L’évaluation du Beriev Be-200 effectuée en 2011 en "conditions opérationnelles", selon un rapport de l’Assemblée nationale publié en 2016, avait montré les "limites de l’appareil", qui a alors été qualifié alors "d’espoir déçu". À l’issue de cette évaluation, il avait été constaté en effet que le Beriev Be-200 ne répondait pas "aux besoins de la Sécurité civile".
Les conclusions du test en 2003 détaillent les problèmes constatés par la Sécurité civile, comme le rapporte un article du Parisien. L’appareil avait alors été jugé "trop rustique" et les essais de l’avion "pas impressionnants" par les pilotes de la Sécurité civile.
D’abord, les pilotes avaient émis de "sérieux doutes" sur le volume réel d’eau que le Beriev Be-200 pouvait embarquer : "près de 10 tonnes d’eau" au lieu des 12 tonnes annoncées par le constructeur, avaient alors estimé les pilotes.

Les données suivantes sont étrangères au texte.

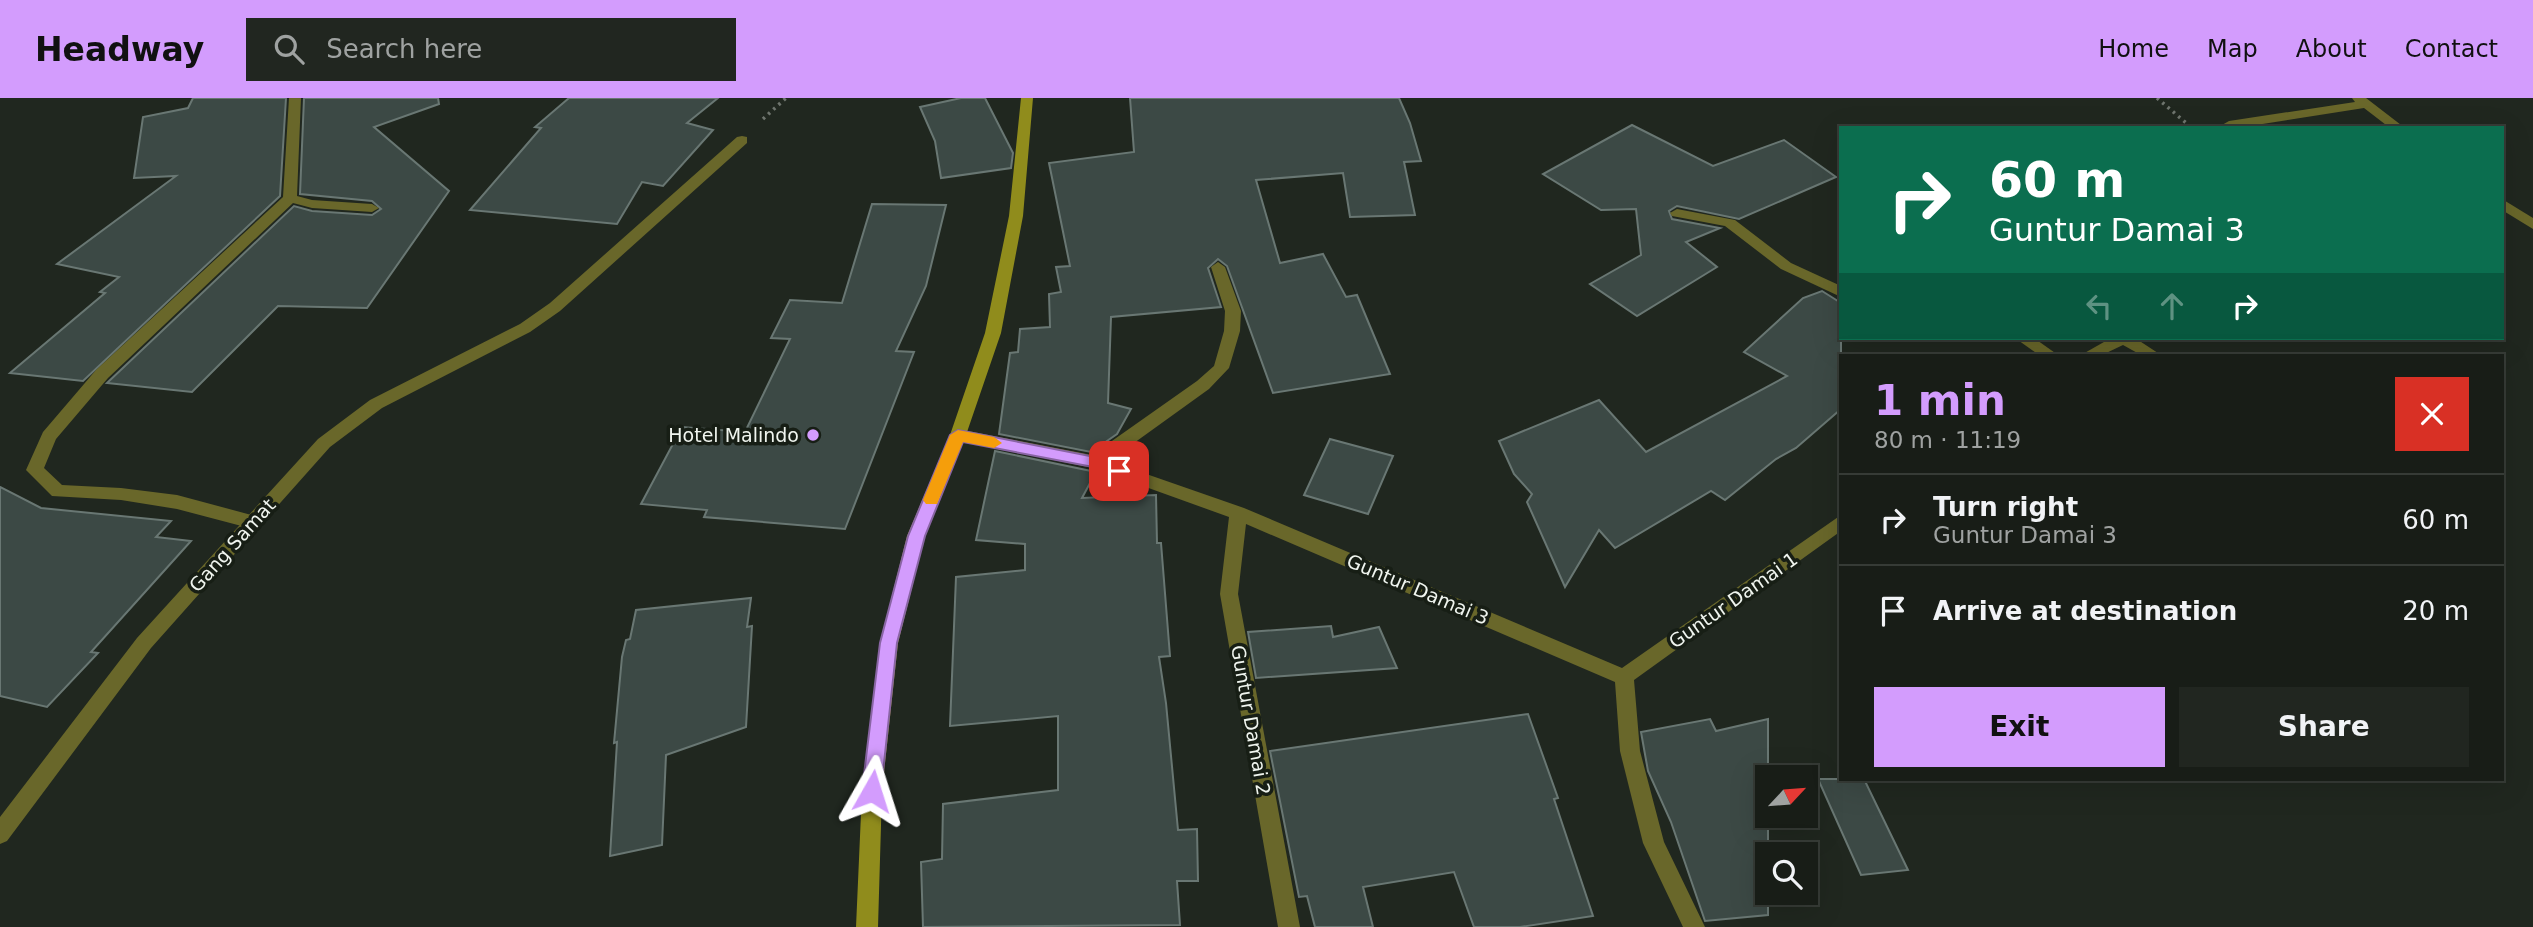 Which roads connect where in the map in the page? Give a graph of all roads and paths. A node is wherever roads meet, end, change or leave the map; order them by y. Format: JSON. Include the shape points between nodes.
{"nodes":[{"id":1,"x":295,"y":98,"type":"edge"},
{"id":2,"x":1027,"y":98,"type":"edge"},
{"id":3,"x":2157,"y":98,"type":"edge"},
{"id":4,"x":2362,"y":101,"type":"edge"},
{"id":5,"x":2229,"y":125,"type":"dead end"},
{"id":6,"x":2190,"y":126,"type":"edge"},
{"id":7,"x":2396,"y":126,"type":"edge"},
{"id":8,"x":742,"y":139,"type":"dead end"},
{"id":9,"x":290,"y":198,"type":"junction"},
{"id":10,"x":2504,"y":205,"type":"edge"},
{"id":11,"x":372,"y":208,"type":"dead end"},
{"id":12,"x":1677,"y":214,"type":"dead end"},
{"id":13,"x":2533,"y":225,"type":"edge"},
{"id":14,"x":1219,"y":267,"type":"dead end"},
{"id":15,"x":1839,"y":291,"type":"edge"},
{"id":16,"x":2026,"y":340,"type":"edge"},
{"id":17,"x":2119,"y":340,"type":"edge"},
{"id":18,"x":2126,"y":340,"type":"edge"},
{"id":19,"x":2048,"y":354,"type":"edge"},
{"id":20,"x":2092,"y":354,"type":"edge"},
{"id":21,"x":2150,"y":354,"type":"edge"},
{"id":22,"x":958,"y":435,"type":"junction"},
{"id":23,"x":1095,"y":462,"type":"junction"},
{"id":24,"x":1238,"y":513,"type":"junction"},
{"id":25,"x":253,"y":522,"type":"junction"},
{"id":26,"x":1839,"y":523,"type":"edge"},
{"id":27,"x":1624,"y":677,"type":"junction"},
{"id":28,"x":0,"y":834,"type":"edge"},
{"id":29,"x":867,"y":927,"type":"edge"},
{"id":30,"x":1289,"y":927,"type":"edge"},
{"id":31,"x":1694,"y":927,"type":"edge"}],
"edges":[{"from":1,"to":9,"type":"street"},
{"from":2,"to":22,"type":"main road","via":[[1016,216],[993,333]]},
{"from":3,"to":6,"type":"path"},
{"from":4,"to":5,"type":"street"},
{"from":4,"to":7,"type":"street"},
{"from":8,"to":25,"type":"street","name":"Gang Samat","via":[[555,307],[525,328],[376,404],[324,443]]},
{"from":9,"to":11,"type":"street"},
{"from":9,"to":25,"type":"street","via":[[102,374],[49,436],[34,470],[58,491],[177,502]]},
{"from":10,"to":13,"type":"street"},
{"from":12,"to":15,"type":"street","via":[[1730,223],[1786,266]]},
{"from":14,"to":23,"type":"street","via":[[1233,311],[1233,331],[1221,368]]},
{"from":16,"to":19,"type":"street"},
{"from":17,"to":20,"type":"street"},
{"from":18,"to":21,"type":"street"},
{"from":22,"to":23,"type":"street","name":"Guntur Damai 3"},
{"from":22,"to":29,"type":"main road","via":[[916,536],[889,643],[872,791]]},
{"from":23,"to":24,"type":"street","name":"Guntur Damai 3"},
{"from":24,"to":27,"type":"street","name":"Guntur Damai 3"},
{"from":24,"to":30,"type":"street","name":"Guntur Damai 2","via":[[1229,594]]},
{"from":25,"to":28,"type":"street","name":"Gang Samat","via":[[144,643]]},
{"from":26,"to":27,"type":"street","name":"Guntur Damai 1"},
{"from":27,"to":31,"type":"street","via":[[1630,751],[1654,843]]}]}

Ensuite, l’appareil avait été considéré comme peu adapté au relief sur lequel il aurait été amené à opérer.
Enfin l’avantage supposé de la vitesse du Beriev Be-200, qui est propulsé par des moteurs à réaction alors que les Canadair disposent de moteurs à hélices, est apparu comme un handicap.
"Pour tuer le feu, il ne faut pas être trop bas, ni trop haut, ni trop rapide. Le cas de figure idéal consiste à larguer de manière compacte nos 6 tonnes d'eau entre 30 et 100 mètres d'altitude avec une vitesse de 230 km/h. Et ça, un avion à réaction ne pourra jamais le faire dans les montagnes corses, les Maures", a déploré un pilote auprès du Parisien.
Une affirmation erronée parmi une vague d’intox pro russes
Il apparaît que cette affirmation erronée, faisant la promotion d’un avion russe, a été diffusée alors qu’une vague d’intox profite de la catastrophe des incendies pour relayer la propagande russe.
Le 27 juillet, un internaute a ainsi partagé une prétendue interview d’un commandant de bord d'un Canadair de la Sécurité civile dénonçant au journal de 20 heures de France 2 l’importance des dépenses consacrées à l’aide à l’Ukraine alors que la France manque de Canadair.
"17 milliards pour alimenter la guerre en Ukraine et la corruption, 15 milliards par an pour engraisser Von der Leyen et l’UE, et il nous manque des avions de lutte contre les incendies !", se serait plaint le pilote.
Or, comme on peut le constater dans la vidéo complète de l’interview diffusée sur le site de franceinfo, ce pilote n’avait en réalité jamais prononcé de tels propos anti-ukrainiens.